Angela Keller, CES Wales Adviser, said that the government risked “losing the trust of the Catholic community” if they go ahead with the plans, after Catholic headteachers wrote a public letter criticising the legislation and a majority of respondents during public consultation opposed the universal rollout of the new curriculum.

According to CES, the plans set out to change Religious Education to a “secular” course of “Religion, Values and Ethics” (RVE), and place additional legal requirements on Catholic schools, specifically, to ensure that they comply with the new curriculum.

In July, headteachers at all Catholic schools in Wales wrote to the First Minister, Mark Drakeford, to “express serious concern” about the proposed curriculum, which they believed would have the “unintended consequence of compromising the ethos of the Catholic education sector in Wales.”

The open letter opposed changing “the name and nature of Religious Education towards a wider Religion, Values and Ethics area of learning” and said that such an effort to “enforce [a] so-called ‘neutral values’ curriculum” would create a “homogeneous education system which will no longer recognise the importance of allowing children to pursue a deep knowledge and spiritual understanding of faith.”

In the devolved administration’s own consultation on the new RVE and RSE (Relationship and Sex Education) curricula, titled  “Ensuring access to the full curriculum”, 60 per cent of respondents responded negatively to plans to force the changes onto all schools, and only 19 percent responded positively, with opposition coming from across the teaching sector.

The Welsh Government has already moved to advance the renaming of Religious Education to Religion, Values and Ethics in the new curriculum, which has raised concerns that the Government will publish the education Bill before considering responses to the consultation.

Addressing the Senedd’s Children, Young People and Education Committee on October 15, as the committee scrutinised the curriculum changes, CES’s Angela Keller said the Welsh Government had demonstrated a “lack of trust” towards Catholic schools.

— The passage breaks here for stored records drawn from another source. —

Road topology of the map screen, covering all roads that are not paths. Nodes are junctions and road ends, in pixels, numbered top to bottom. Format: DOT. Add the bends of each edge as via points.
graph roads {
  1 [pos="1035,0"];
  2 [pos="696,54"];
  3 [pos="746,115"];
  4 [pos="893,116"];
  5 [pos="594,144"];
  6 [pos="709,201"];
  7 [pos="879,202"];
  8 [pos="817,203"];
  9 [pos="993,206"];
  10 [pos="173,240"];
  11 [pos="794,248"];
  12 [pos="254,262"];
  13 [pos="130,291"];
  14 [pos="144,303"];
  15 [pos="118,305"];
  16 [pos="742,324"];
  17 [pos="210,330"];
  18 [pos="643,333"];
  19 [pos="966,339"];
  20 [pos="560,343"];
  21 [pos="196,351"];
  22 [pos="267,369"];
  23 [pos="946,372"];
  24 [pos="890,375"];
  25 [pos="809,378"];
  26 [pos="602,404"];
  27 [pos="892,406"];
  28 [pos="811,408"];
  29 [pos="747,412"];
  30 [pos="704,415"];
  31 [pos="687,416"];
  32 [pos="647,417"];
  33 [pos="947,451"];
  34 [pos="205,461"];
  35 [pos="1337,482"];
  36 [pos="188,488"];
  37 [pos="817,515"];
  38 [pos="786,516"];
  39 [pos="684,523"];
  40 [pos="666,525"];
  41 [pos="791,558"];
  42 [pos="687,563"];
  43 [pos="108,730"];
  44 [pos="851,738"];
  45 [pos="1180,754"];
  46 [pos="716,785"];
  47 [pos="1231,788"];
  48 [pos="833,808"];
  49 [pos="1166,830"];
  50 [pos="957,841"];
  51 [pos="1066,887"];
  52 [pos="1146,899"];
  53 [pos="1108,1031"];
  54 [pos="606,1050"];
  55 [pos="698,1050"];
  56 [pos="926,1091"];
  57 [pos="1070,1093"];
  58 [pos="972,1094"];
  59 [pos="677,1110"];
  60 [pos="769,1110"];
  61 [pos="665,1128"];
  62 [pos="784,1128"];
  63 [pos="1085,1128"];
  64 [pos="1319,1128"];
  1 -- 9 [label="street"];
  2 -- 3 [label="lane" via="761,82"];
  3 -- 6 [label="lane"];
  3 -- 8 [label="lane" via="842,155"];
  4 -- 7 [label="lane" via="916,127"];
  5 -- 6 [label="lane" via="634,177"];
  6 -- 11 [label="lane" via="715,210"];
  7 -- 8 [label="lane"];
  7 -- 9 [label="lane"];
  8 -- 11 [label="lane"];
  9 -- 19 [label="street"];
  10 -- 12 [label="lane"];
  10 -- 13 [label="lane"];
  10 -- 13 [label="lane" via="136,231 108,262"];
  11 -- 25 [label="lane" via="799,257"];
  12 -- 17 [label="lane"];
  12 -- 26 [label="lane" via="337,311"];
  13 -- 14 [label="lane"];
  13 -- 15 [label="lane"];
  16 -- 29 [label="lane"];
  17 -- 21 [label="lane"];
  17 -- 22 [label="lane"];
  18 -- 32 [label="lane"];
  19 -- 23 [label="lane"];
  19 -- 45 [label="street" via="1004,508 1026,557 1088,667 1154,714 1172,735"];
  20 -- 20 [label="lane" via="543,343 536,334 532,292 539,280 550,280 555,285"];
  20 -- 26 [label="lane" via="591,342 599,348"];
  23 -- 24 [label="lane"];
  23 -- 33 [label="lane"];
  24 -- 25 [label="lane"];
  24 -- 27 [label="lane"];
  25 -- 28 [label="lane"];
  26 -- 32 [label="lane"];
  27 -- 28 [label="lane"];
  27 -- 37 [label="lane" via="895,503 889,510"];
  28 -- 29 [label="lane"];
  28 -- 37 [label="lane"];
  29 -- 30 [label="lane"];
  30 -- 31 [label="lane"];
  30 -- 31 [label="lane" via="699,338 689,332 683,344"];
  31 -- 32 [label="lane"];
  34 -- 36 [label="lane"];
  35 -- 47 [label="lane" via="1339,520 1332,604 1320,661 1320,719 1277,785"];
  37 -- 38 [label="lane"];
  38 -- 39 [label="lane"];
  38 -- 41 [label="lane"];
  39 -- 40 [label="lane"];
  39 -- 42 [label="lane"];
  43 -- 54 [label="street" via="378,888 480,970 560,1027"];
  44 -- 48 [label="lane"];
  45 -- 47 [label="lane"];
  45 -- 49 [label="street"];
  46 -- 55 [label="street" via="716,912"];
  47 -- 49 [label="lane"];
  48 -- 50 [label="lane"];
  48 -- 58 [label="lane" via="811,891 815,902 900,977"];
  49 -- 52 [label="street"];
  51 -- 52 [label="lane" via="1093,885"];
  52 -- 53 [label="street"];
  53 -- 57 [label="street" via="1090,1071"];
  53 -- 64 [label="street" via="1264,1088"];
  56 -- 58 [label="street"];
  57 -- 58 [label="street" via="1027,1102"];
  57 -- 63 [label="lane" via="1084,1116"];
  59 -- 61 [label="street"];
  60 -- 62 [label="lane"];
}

Speaking after the evidence session, Keller said: “Everyone giving evidence represented either a State partner or a member of the RE profession, and each one of us said the Welsh Government was going in the wrong direction.

“It’s hurtful that the Welsh Government appears to see Catholic schools as the problem because we teach Catholic RE. The Welsh Government needs to start trusting Catholic schools and the professionals who work extremely hard in them.”

The 84 Catholic schools in Wales are all voluntary-aided and employ over 1,500 teachers. Of the 28,000 students educated in these schools, 54 per cent of the pupils are Catholic.